Would have replied earlier but resolving the patch consumed my attention. The cf was a separate commit because it seemed cleaner that way and it made the next commit slightly smaller. The cf goes "back in time" via sa-update so it seemed conceptually separate enough to merit it. Henrik, your patch is now merged. I took the liberty of adding the magic word "deprecated" to RegistrarBoundaries.pm and I also added two bash lines to semi-automate maintenance of the cf file. Committed revision 1671621.
KAM, Could the update of 20_aux_tlds.cf be cron'd to check if there are any changes to http://data.iana.org/TLD/tlds-alpha-by-domain.txt and published via sa-update? (not depending on availability of autopromoted rules)
There's two lines of bash included in the cf that you can run to get the current data formatted correctly and split into the appropriate sections, so half the automation is already done.

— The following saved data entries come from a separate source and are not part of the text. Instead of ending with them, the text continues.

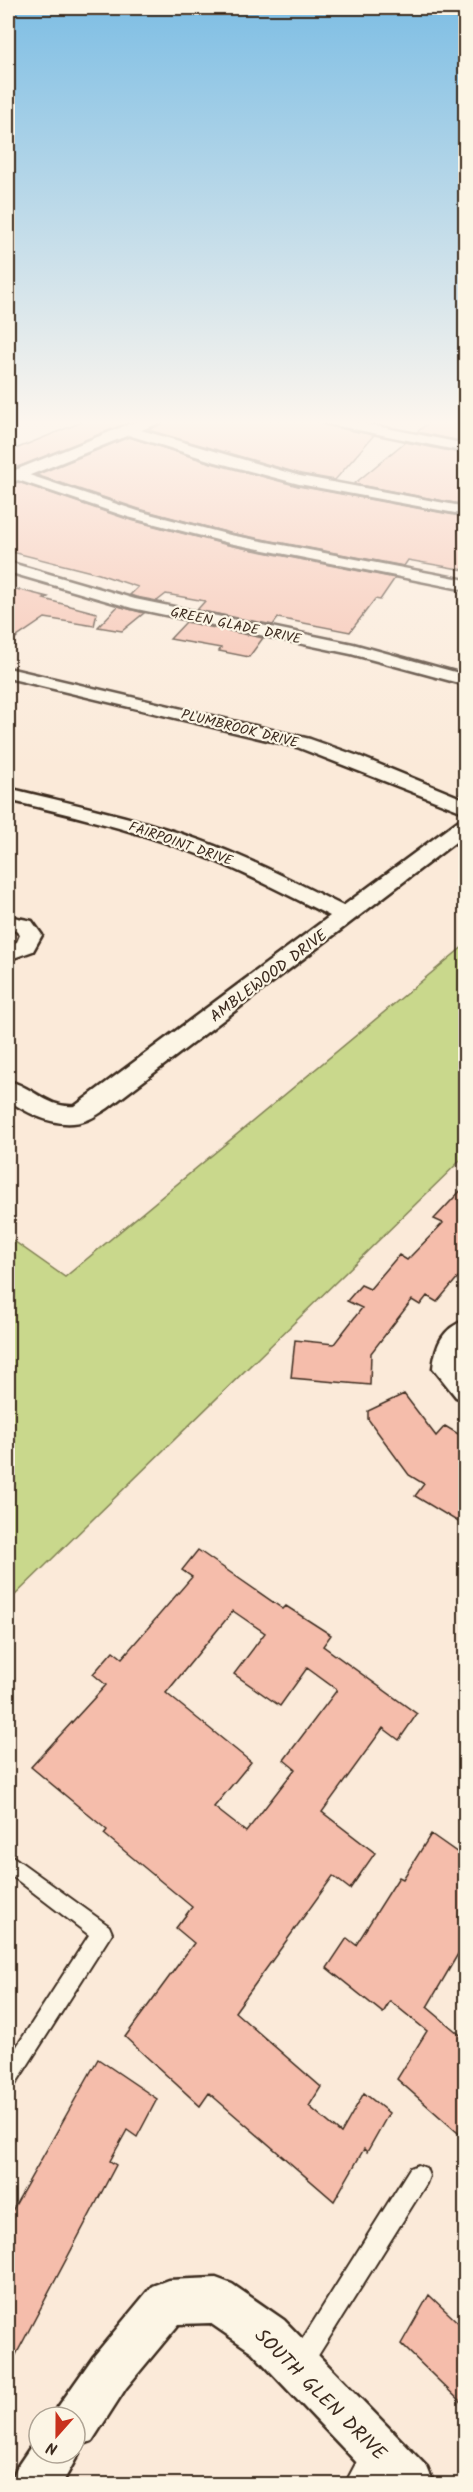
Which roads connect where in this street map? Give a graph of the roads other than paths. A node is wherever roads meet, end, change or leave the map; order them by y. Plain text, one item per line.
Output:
1 (214, 535) edge
2 (8, 567) edge
3 (465, 585) edge
4 (8, 673) edge
5 (465, 680) edge
6 (8, 794) edge
7 (465, 807) edge
8 (465, 824) edge
9 (346, 916) junction
10 (8, 922) edge
11 (8, 953) edge
12 (8, 1089) edge
13 (465, 1331) edge
14 (465, 1388) edge
15 (8, 1862) edge
16 (8, 2078) edge
17 (418, 2176) dead end
18 (298, 2366) junction
19 (87, 2406) edge
20 (47, 2465) edge
21 (367, 2467) edge
22 (34, 2484) edge
23 (410, 2484) edge

1 - 3 street
2 - 5 street, GREEN GLADE DRIVE
4 - 7 street, PLUMBROOK DRIVE
6 - 9 street, FAIRPOINT DRIVE
8 - 9 street, AMBLEWOOD DRIVE
9 - 12 street, AMBLEWOOD DRIVE
10 - 11 street
13 - 14 street
15 - 16 lane
17 - 18 lane
18 - 19 street, SOUTH GLEN DRIVE
18 - 21 street, SOUTH GLEN DRIVE
20 - 22 street
21 - 23 street, SOUTH GLEN DRIVE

(In reply to AXB from comment #20) > KAM, > Could the update of 20_aux_tlds.cf be cron'd to check if there are any > changes to http://data.iana.org/TLD/tlds-alpha-by-domain.txt and published > via sa-update? > (not depending on availability of autopromoted rules) Yes, it could be automated but my goal right now is requirements to release 3.4.1 The cf is currently delivered as part of the standard rules channel so it depends on a published rule set. Can you open a separate bug to see if we can automate the TLD updates? That can be done after 3.4.1 is rolled out.
Bug 7165 open re: Updating TLDs via Cron.
Fixed bug detected from dnsbl.t Sending PerMsgStatus.pm Transmitting file data . Committed revision 1672078.
As a side note on Henrik's patch by the way, even though it notes the trie optimization in 5.10.1, our testing on 5.8.8 completed faster than our newer perl versions, on the same machine. A good data point to note, since 5.8 is still supported.
Considering resolved.
It ran faster on 5.8 because regex support changed in the 5.10 timeframe and generally ended up slower.
Any special reason the new RegistryBoundaries.pm is not in /lib/Mail/SpamAssassin/Util ?
> Any special reason the new RegistryBoundaries.pm is not in > /lib/Mail/SpamAssassin/Util ? They need their own namespace so that an object can be created (->new) holding the environment for its methods.